For the disposal of aqueous waste solutions, such as radioactive waste produced by nuclear power plants, some success in disposal has been achieved by uniformly dispersing the waste in a liquid thermosettable polymer composition and thereafter curing the waste/polymer dispersion to a solid. Such techniques are illustrated in U.S. Pat. Nos. 4,077,901 (Arnold); 4,400,313 (Roberson); and 4,459,211 (Carini).
It became apparent, however, that organic solvent wastes and oils were not amenable to disposal in the same way as aqueous waste because of chemical incompatibility of the organic waste materials with resin matrices. A modification of the technique for application to organic waste materials is disclosed in U.S. Pat. No. 4,405,512 (Filter), involving the aqueous dilution of waste to the degree that prior encapsulation techniques become operable. The liquid organic waste is diluted in water prior to dispersion in a curable resin system, so that the amount of waste in the uncured resin phase is at a level below that which will retard the cure rate or adversely affect physical properties of the cured product. This necessarily results in low oil loadings in the final product, however, and may not be practical where a substantial quantity of strongly hydrophobic waste material must be disposed of.

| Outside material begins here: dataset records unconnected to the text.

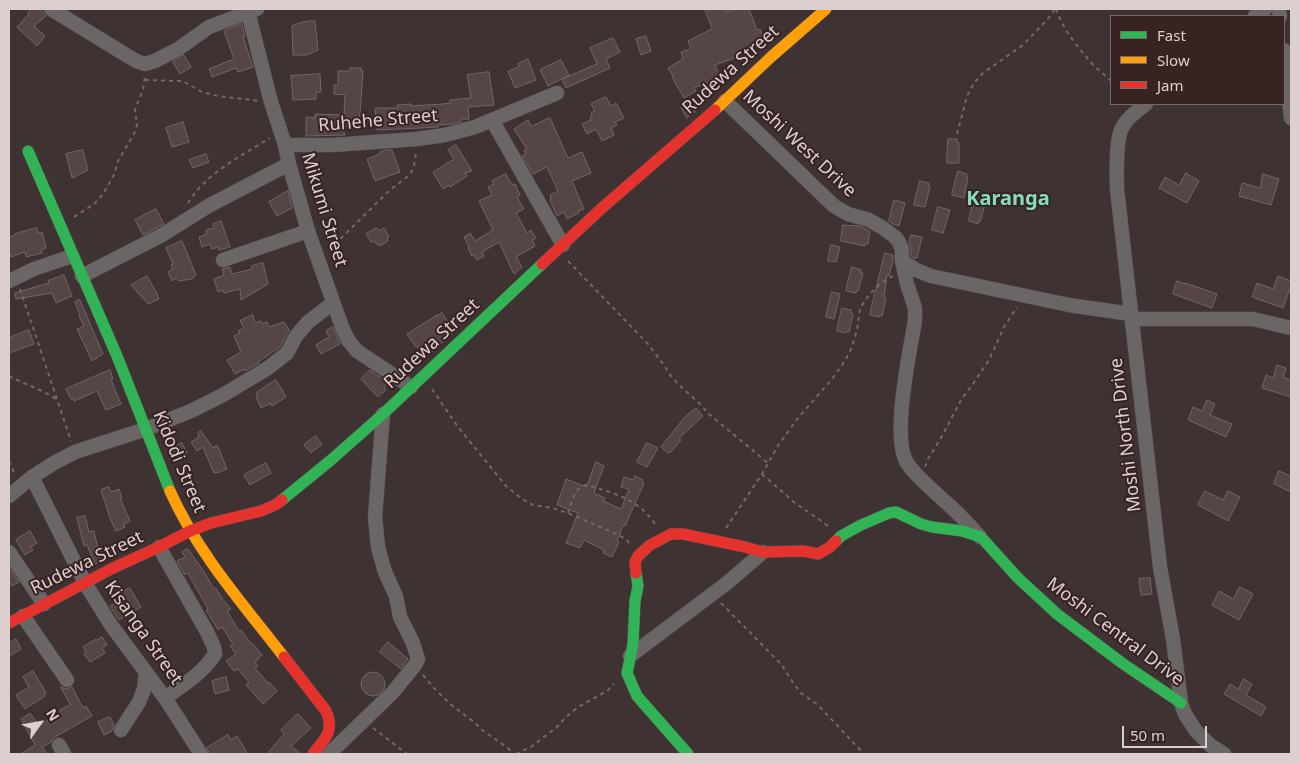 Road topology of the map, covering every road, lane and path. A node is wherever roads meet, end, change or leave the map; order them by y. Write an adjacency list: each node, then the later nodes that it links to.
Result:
1 (51, 9): 6 (street)
2 (826, 9): 10 (street, Rudewa Street)
3 (1055, 9): 8 (path); 15 (path)
4 (252, 10): 6 (street); 11 (street, Mikumi Street)
5 (1285, 60): 13 (street)
6 (145, 64): 7 (path)
7 (145, 80): 11 (path); 21 (path)
8 (1110, 80)
9 (557, 92): 14 (street, Ruhehe Street)
10 (724, 101): 23 (street, Rudewa Street); 27 (street, Moshi West Drive)
11 (271, 102): 16 (street, Mikumi Street)
12 (1145, 105): 32 (street, Moshi North Drive)
13 (1291, 118)
14 (492, 120): 17 (street, Ruhehe Street); 23 (street)
15 (957, 134)
16 (283, 139): 17 (street, Ruhehe Street); 19 (street, Mikumi Street); 20 (path)
17 (417, 139): 26 (path)
18 (28, 151): 21 (street, Kidodi Street)
19 (289, 164): 22 (street, Mikumi Street); 28 (street)
20 (186, 206)
21 (60, 226): 24 (street, Kidodi Street)
22 (308, 231): 25 (street); 26 (street, Mikumi Street)
23 (560, 248): 35 (street, Rudewa Street); 42 (path)
24 (72, 256): 28 (street, Kidodi Street); 29 (street)
25 (223, 260)
26 (318, 260): 31 (street, Mikumi Street)
27 (903, 266): 30 (street); 42 (path); 45 (street, Moshi West Drive)
28 (82, 276): 39 (street, Kidodi Street)
29 (12, 279): 37 (path)
30 (1026, 295): 32 (street); 45 (path)
31 (333, 303): 36 (street, Mikumi Street); 39 (street)
32 (1132, 316): 33 (street); 69 (street, Moshi North Drive)
33 (1291, 328)
34 (9, 376): 37 (path)
35 (424, 376): 36 (street, Rudewa Street); 48 (path)
36 (411, 387): 38 (street, Rudewa Street)
37 (56, 399): 40 (path)
38 (383, 414): 49 (street, Rudewa Street); 64 (street)
39 (146, 429): 40 (street); 49 (street, Kidodi Street)
40 (75, 452): 44 (street)
41 (9, 461): 46 (path)
42 (768, 464): 43 (path)
43 (762, 474): 50 (path); 53 (path)
44 (32, 477): 46 (street); 58 (street, Kisanga Street)
45 (921, 480): 52 (street, Moshi West Drive)
46 (20, 486): 47 (street)
47 (9, 496)
48 (568, 513): 51 (path); 57 (path)
49 (190, 532): 54 (street, Rudewa Street); 73 (street, Kidodi Street)
50 (840, 536): 52 (street); 56 (street)
51 (664, 537): 53 (street); 57 (street)
52 (981, 537): 69 (street, Moshi Central Drive)
53 (718, 541): 56 (street)
54 (160, 547): 58 (street, Rudewa Street); 68 (street)
55 (9, 552): 60 (street)
56 (763, 552): 59 (street)
57 (638, 556): 63 (street)
58 (85, 583): 60 (street, Rudewa Street); 65 (street, Kisanga Street)
59 (712, 594): 63 (street); 78 (path)
60 (44, 604): 61 (street, Rudewa Street)
61 (22, 616): 62 (street, Rudewa Street); 67 (street)
62 (9, 623)
63 (630, 656): 66 (street)
64 (415, 665): 70 (street); 76 (path)
65 (146, 673): 68 (street, Kisanga Street); 71 (street)
66 (627, 673): 76 (path); 77 (street)
67 (68, 680)
68 (165, 698): 72 (street, Kisanga Street)
69 (1180, 703): 79 (street, Moshi North Drive)
70 (364, 720): 74 (street); 75 (path)
71 (121, 730)
72 (201, 754)
73 (313, 754)
74 (329, 754)
75 (407, 754)
76 (515, 754)
77 (688, 754)
78 (864, 754)
79 (1224, 754) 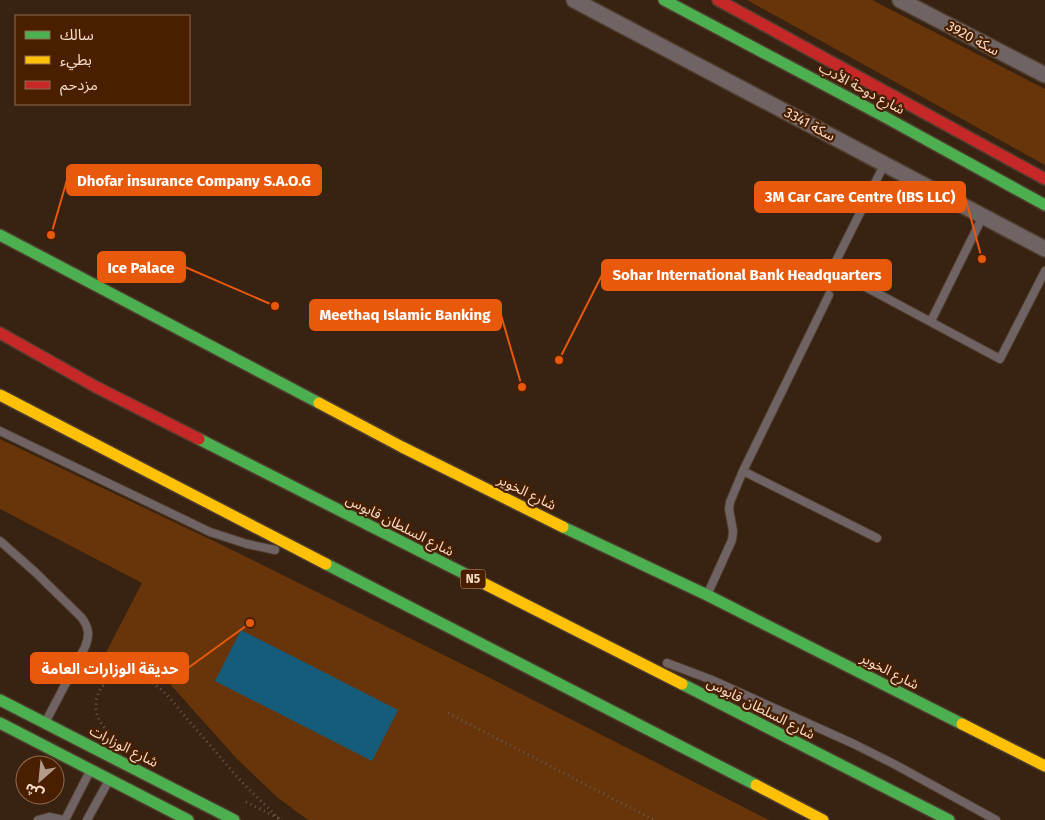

U.S. Pat. No. 4,382,026 (Drake) also recognizes the shortcomings of previous techniques when applied to organic solvent wastes such as oils, and proposes as a solution the taking up of such waste in particles of polymers having the property of being substantially insoluble in, but capable of being swollen by the organic liquid waste. The loaded polymer particles are dispersed in an emulsion of water in a curable liquid resin in the ratio of between 1:10 and 3:1 particles to resin. The resin is then cured to a solid with the gelled particles encased therein. This process, too, has low oil loadings, and the long-term stability of the uncured polyester emulsion is open to question, since the oil-swollen polymer particles promote de-emulsification of the water-in-resin emulsion.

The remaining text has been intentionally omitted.